18/10/05

O Triunfo Das Galinhas, por Faisão

A propósito da crise galinácea que se aproxima e se adivinha funesta, os jornais, rádio e tv, meia volta soltam para aí uns números um bocado pró esquisitos. A verificar-se que a coisa das galinhas, perus e demais capoeiral viaje para pandemia, esta gente e alguns supostos experts, falam de 10 a 13.000 mortos em Portugal e de 2 a 3 milhões de mortos nos EUA por exemplo.

Mas, já alguém atentou devidamente na enormidade destes números? Se houver Pandemia e um terço destes números se verificar, por mais rede hospitalar e médica que haja, isto significa um colapso social completo nas zonas ou cidades mais fortemente atingidas. Os medicamentos não chegarão, os hospitais não chegarão, as farmácias serão assaltadas, os bloqueios e barragens de quarentena não serão respeitados e muito mais gente morrerá em motins, roubos e pilhagens.

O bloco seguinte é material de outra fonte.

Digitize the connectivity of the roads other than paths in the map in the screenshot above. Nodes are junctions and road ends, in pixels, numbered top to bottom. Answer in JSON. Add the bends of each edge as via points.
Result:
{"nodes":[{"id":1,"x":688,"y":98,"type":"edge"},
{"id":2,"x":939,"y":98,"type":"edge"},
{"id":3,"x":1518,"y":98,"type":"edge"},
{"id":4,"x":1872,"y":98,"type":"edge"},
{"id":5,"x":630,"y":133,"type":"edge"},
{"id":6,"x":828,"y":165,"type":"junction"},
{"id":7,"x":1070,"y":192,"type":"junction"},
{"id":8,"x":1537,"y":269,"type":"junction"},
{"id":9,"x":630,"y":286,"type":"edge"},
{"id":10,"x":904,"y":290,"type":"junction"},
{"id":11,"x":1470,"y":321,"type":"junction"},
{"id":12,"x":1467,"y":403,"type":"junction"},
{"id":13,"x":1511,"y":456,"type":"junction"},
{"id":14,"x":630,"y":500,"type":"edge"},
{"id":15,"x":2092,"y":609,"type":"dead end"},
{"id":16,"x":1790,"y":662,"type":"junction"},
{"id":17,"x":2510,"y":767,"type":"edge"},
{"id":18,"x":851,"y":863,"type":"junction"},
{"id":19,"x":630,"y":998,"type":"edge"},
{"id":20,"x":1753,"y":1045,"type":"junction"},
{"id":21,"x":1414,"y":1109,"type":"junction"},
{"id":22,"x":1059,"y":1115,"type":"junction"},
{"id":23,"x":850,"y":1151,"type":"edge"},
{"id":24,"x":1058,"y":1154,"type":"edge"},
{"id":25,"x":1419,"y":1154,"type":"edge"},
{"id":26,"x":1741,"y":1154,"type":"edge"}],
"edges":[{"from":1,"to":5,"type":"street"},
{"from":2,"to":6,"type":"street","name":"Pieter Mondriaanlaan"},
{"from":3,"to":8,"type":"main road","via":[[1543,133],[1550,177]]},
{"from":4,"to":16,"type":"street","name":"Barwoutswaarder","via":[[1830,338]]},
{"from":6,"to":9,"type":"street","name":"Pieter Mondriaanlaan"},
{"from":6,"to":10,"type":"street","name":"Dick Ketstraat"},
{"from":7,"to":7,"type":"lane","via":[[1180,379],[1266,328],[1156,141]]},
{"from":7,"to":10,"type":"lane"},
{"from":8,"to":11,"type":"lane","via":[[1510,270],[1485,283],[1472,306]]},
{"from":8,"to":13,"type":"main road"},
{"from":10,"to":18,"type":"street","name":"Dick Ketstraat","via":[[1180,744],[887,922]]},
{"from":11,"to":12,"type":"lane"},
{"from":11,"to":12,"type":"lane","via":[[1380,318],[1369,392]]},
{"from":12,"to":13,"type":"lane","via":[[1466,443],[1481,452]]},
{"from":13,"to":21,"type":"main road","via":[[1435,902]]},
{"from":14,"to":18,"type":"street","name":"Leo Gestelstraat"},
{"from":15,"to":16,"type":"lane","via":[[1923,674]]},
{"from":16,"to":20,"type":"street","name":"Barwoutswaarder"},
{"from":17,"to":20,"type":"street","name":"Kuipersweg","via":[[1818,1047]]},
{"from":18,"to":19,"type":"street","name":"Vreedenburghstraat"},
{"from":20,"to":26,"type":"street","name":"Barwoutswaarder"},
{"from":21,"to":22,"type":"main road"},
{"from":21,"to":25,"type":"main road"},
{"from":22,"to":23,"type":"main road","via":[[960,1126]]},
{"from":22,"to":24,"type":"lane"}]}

Qual Tsunami, qual Katrina qual carapuça. A haver alguma verosimilhança na possibilidade de ocorrer a pandemia e nos números adiantados, a maltosa governante e o malta governada estão a levar isto na desportiva a ver o que dá e ninguém parece afirmar-se bem na enormidade dos números que estão na mesa. Dizem os experts que são extrapolações a partir do última pandemia de gripe espanhola do final da primeira guerra mundial. Esquecem-se que nesse tempo o pessoal ainda se resignava a morrer e a ver morrer pelos cantos sem incomodar o vizinho e as estruturas. Hoje isso já não existe. O objectivo é a felicidade e a vida até cair de podridão e velhice. Hoje ninguém se resigna a morrer e a ver morrer os seus. No colapso, colapsa tudo.